Implantable neuromodulation systems have proven therapeutic in a wide variety of diseases and disorders. Pacemakers and Implantable Cardiac Defibrillators (ICDs) have proven highly effective in the treatment of a number of cardiac conditions (e.g., arrhythmias). Spinal Cord Stimulation (SCS) systems have long been accepted as a therapeutic modality for the treatment of chronic pain syndromes, and the application of spinal modulation has begun to expand to additional applications, such as angina pectoris and incontinence. Deep Brain Stimulation (DBS) has also been applied therapeutically for well over a decade for the treatment of refractory Parkinson's Disease, and DBS has also recently been applied in additional areas, such as essential tremor and epilepsy. Further, in recent investigations, Peripheral Nerve Stimulation (PNS) systems have demonstrated efficacy in the treatment of chronic pain syndromes and incontinence, and a number of additional applications are currently under investigation. Furthermore, Functional Electrical Stimulation (FES) systems such as the Freehand system by NeuroControl (Cleveland, Ohio) have been applied to restore some functionality to paralyzed extremities in spinal cord injury patients.

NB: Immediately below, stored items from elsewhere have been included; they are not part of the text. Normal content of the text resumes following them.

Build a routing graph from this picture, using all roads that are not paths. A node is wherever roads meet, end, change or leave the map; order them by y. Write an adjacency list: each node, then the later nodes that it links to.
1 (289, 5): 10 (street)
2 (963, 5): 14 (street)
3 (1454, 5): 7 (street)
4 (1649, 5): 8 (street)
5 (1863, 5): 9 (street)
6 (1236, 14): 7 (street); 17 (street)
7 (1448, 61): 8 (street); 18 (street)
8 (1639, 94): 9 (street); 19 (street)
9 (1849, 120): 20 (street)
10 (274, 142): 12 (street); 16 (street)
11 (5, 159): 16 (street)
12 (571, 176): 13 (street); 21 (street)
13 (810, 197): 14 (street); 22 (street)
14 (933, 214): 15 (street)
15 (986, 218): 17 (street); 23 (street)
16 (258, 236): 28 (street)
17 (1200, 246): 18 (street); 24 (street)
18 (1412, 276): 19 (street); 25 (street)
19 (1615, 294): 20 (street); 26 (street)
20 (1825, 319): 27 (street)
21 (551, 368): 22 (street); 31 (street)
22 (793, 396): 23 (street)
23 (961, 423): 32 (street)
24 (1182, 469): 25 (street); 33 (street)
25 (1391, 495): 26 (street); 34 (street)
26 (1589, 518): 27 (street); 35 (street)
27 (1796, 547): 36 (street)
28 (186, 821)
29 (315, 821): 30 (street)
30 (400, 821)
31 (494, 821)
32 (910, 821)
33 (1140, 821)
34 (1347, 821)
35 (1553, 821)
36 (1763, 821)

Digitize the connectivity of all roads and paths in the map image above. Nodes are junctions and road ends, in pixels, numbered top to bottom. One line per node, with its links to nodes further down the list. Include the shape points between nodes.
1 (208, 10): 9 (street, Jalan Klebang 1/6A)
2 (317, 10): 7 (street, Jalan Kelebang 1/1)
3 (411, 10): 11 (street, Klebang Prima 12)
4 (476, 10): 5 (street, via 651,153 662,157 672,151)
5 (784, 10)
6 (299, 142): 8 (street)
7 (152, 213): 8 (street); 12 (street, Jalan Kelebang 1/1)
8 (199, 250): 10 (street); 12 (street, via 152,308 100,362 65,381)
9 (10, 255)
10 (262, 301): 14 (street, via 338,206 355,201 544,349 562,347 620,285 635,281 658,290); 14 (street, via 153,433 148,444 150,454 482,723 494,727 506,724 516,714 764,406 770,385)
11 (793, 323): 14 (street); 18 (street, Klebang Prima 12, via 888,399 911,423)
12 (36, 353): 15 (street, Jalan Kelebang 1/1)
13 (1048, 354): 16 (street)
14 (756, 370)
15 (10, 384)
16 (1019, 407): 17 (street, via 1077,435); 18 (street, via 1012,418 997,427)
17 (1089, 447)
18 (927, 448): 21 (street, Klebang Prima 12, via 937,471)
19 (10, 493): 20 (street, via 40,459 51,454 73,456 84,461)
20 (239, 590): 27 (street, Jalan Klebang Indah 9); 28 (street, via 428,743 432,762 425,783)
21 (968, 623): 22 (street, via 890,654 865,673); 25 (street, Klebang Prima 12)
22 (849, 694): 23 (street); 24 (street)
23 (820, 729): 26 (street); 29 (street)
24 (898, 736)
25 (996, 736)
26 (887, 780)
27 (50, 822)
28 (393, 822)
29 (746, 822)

Each of these implantable neuromodulation systems typically includes one or more electrode carrying modulation leads, which are implanted at the desired stimulation site, and a neuromodulation device implanted remotely from the stimulation site, but coupled either directly to the modulation lead(s) or indirectly to the modulation lead(s) via a lead extension. Thus, electrical pulses can be delivered from the neuromodulation device to the electrode(s) to modulate a volume of tissue in accordance with a set of modulation parameters and provide the desired efficacious therapy to the patient. For example, electrical energy conveyed between at least one cathodic electrode and at least one anodic electrode creates an electrical field, which when strong enough, depolarizes (or “stimulates”) the neurons beyond a threshold level, thereby inducing the firing of action potentials (APs) that propagate along the neural fibers. A typical modulation parameter set may include the electrodes that are sourcing (anodes) or returning (cathodes) the modulating current at any given time, as well as the amplitude, duration, and rate of the electrical modulation pulses.
The neuromodulation system may further comprise a handheld patient programmer to remotely instruct the neuromodulation device to generate electrical modulation pulses in accordance with selected modulation parameters. The handheld programmer in the form of a remote control (RC) may, itself, be programmed by a clinician, for example, by using a clinician's programmer (CP), which typically includes a general purpose computer, such as a laptop, with a programming software package installed thereon.
The RC and/or the CP communicate telemetrically with the neuromodulation device. Current neuromodulation systems use a single telemetry system where the range is typically limited to a few feet and the data transfer rate is relatively low. The limited range of the telemetry system allows the neuromodulation device to be programmed, while avoiding interference from spurious/malicious communications with the implanted device. The relatively low data transfer rate is sufficient for transmitting a small amount of programming data to and from the implanted neuromodulation device.
However, there is a need to store large amounts of data in the implanted device to enable seamless programming of the device when programmed using different external systems. In one example, for DBS, the pre-op MRI and the post-op CT are used to identify brain structures and the lead position inside the brain. These images are then manipulated in a process called registration to identify patient-specific brain structures and to transform a generic brain atlas into a patient-specific brain atlas. The MRI and CT data are typically large datasets that are retrieved and stored from radiography CDs onto external programming systems. If the patient is seen by a different system/clinic, this information is not readily available. It is practically impossible to transfer this large amount of data to the implanted neuromodulation device with the current low speed, short range telemetry systems.
There, thus, remains a need for a high speed telemetry system that will enable the quick transfer of large amounts of data to and from the neuromodulation device for use by any external device.